*** Opening of Data extracts ***

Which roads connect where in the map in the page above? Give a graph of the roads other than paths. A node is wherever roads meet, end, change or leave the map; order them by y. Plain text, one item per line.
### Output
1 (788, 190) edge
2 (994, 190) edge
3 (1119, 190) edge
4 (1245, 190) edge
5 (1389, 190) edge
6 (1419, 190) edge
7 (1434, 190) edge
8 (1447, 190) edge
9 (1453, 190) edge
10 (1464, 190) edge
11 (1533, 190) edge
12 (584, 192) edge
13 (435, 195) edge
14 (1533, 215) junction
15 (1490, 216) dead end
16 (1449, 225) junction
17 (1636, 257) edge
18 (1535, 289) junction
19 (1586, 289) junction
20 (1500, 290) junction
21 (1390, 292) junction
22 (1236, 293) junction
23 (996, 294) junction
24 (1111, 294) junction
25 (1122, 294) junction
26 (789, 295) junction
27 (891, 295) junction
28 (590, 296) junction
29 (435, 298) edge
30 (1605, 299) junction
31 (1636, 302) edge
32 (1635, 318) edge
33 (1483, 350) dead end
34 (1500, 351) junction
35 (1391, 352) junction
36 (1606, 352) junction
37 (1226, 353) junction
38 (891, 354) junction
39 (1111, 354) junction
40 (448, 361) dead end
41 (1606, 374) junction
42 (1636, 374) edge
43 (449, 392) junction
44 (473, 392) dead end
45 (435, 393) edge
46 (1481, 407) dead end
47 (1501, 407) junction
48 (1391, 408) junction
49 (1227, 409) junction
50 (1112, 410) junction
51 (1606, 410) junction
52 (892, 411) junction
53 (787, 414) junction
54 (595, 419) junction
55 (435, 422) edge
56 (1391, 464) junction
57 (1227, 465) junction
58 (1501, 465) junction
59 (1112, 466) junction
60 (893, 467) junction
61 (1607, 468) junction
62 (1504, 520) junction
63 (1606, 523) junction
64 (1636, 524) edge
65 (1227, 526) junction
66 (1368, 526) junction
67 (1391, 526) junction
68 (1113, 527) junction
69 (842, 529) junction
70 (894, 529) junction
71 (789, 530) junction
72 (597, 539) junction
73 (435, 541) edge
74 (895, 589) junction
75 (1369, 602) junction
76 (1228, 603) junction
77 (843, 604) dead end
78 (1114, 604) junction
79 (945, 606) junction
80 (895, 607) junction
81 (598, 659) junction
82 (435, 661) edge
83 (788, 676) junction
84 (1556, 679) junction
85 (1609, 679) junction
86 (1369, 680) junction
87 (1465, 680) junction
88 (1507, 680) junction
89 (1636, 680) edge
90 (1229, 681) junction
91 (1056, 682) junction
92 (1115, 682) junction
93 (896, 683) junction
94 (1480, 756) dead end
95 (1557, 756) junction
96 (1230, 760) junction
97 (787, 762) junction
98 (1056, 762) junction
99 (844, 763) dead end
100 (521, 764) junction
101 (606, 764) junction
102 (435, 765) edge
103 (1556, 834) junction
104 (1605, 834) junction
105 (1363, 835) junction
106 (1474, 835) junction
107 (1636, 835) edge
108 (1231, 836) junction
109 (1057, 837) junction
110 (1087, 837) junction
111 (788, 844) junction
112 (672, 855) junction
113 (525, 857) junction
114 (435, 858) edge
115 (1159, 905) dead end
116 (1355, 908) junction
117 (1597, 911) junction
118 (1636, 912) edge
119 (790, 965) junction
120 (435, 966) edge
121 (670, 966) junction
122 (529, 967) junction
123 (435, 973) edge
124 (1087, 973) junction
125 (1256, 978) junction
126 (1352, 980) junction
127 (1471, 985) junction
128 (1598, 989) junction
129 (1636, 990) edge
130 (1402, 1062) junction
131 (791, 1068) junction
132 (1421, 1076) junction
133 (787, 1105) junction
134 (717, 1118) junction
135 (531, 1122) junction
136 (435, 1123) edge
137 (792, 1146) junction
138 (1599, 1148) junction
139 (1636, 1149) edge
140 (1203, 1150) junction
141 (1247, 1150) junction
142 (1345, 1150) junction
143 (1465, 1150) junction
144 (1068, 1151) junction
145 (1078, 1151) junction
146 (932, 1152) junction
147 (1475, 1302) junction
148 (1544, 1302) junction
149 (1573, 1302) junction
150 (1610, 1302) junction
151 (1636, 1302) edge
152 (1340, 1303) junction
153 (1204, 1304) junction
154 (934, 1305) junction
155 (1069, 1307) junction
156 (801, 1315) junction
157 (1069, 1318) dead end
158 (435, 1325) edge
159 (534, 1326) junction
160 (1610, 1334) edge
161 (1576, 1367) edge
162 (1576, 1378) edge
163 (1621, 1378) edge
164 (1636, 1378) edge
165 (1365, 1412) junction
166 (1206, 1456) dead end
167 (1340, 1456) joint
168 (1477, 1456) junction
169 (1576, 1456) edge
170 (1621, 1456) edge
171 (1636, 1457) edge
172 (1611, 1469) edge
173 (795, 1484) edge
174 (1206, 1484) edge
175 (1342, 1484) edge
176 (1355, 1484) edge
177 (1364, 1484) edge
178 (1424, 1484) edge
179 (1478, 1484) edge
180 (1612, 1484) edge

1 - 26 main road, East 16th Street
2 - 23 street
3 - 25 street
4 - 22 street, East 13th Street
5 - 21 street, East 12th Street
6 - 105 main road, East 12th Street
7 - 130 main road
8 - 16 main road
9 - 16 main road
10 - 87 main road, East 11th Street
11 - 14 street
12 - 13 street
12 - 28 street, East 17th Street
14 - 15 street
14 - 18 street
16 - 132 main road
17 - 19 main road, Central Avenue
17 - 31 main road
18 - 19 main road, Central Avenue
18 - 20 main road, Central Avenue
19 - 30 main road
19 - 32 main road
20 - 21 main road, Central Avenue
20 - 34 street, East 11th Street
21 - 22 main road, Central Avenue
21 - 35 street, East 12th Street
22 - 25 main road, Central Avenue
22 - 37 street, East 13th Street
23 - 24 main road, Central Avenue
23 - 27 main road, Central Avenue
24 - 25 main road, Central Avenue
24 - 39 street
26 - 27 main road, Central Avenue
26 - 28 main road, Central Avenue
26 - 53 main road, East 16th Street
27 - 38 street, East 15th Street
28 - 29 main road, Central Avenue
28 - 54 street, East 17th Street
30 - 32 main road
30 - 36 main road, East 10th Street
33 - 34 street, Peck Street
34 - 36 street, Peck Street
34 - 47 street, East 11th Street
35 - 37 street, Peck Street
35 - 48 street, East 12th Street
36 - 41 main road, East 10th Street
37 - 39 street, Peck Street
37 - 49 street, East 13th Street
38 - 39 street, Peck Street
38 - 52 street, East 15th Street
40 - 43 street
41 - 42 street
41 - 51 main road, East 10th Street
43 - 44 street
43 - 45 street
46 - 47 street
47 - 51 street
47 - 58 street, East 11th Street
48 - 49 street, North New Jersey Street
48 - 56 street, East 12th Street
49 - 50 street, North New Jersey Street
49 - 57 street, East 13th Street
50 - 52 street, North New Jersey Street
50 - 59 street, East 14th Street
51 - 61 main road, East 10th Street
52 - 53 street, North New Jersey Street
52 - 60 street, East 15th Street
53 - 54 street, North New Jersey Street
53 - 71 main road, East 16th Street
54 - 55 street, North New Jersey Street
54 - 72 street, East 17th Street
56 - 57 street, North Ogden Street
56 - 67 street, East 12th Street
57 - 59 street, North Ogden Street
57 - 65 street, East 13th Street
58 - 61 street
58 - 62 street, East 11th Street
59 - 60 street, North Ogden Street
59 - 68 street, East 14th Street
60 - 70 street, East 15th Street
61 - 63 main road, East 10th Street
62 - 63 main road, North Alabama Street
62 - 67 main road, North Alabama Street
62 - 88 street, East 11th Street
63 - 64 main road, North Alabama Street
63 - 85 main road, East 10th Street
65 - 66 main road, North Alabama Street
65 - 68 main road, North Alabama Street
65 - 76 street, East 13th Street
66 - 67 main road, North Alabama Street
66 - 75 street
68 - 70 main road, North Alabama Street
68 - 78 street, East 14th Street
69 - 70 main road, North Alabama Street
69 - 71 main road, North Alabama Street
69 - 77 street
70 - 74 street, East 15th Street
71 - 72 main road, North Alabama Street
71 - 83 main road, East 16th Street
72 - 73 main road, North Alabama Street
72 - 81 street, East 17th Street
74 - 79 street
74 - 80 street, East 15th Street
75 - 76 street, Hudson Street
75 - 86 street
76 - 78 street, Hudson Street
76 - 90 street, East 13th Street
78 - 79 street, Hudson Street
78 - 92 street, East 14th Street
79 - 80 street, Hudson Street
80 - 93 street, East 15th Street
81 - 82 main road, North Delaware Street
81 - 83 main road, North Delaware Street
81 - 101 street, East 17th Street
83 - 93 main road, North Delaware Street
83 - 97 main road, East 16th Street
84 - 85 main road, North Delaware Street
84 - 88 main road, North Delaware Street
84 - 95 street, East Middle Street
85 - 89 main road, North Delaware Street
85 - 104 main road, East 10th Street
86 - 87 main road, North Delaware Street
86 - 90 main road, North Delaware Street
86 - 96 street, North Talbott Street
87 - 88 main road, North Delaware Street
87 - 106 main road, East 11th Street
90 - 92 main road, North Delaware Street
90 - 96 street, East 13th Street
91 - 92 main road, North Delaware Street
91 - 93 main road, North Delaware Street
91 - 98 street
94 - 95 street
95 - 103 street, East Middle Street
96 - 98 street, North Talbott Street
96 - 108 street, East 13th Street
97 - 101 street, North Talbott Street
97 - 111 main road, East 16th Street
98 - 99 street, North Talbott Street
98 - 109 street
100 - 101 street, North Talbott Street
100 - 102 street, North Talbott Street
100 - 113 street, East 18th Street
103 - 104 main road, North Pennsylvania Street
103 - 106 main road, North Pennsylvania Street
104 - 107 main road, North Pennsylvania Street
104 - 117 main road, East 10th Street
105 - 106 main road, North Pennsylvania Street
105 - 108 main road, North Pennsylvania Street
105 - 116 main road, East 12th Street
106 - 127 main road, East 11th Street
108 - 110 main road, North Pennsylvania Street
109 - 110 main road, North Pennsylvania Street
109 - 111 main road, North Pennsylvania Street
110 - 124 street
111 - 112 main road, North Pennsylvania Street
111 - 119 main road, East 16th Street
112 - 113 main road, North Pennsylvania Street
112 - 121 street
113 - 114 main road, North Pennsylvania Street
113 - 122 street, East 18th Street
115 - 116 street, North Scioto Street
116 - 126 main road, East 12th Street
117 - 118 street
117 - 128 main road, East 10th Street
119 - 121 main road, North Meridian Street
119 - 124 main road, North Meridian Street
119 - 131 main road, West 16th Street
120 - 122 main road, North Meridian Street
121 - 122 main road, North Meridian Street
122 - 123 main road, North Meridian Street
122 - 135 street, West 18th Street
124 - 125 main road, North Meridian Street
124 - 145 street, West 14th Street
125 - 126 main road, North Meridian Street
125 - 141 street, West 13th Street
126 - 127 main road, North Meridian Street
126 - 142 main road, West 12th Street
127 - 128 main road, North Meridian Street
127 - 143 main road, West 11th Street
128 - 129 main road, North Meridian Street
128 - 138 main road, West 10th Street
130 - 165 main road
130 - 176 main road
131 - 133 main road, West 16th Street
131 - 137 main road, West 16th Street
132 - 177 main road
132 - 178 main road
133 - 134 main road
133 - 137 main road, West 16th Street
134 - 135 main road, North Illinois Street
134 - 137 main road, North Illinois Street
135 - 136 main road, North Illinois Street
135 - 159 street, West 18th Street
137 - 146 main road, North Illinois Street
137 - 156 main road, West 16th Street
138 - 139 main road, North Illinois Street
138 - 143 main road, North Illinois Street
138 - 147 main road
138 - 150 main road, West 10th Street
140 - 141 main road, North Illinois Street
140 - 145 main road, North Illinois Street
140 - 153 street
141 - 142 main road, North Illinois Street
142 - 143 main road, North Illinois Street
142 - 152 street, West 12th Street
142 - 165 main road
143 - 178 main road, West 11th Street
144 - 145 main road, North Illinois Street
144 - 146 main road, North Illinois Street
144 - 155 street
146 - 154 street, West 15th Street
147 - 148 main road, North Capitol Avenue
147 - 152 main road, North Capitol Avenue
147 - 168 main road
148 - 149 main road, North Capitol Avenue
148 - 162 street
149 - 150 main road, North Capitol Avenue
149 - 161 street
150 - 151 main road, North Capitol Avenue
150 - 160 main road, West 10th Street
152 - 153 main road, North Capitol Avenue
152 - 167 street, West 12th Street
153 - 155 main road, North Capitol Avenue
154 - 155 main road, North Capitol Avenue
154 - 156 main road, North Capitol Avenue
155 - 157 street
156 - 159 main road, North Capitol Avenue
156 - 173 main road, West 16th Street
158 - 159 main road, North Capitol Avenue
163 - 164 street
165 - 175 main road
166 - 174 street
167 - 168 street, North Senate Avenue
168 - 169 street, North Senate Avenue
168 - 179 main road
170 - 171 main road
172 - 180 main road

*** Close of Data extracts ***

## Brief
Using the records above, copy all lines that include the word "Peck".

## Exercise answer
33 - 34 street, Peck Street
34 - 36 street, Peck Street
35 - 37 street, Peck Street
37 - 39 street, Peck Street
38 - 39 street, Peck Street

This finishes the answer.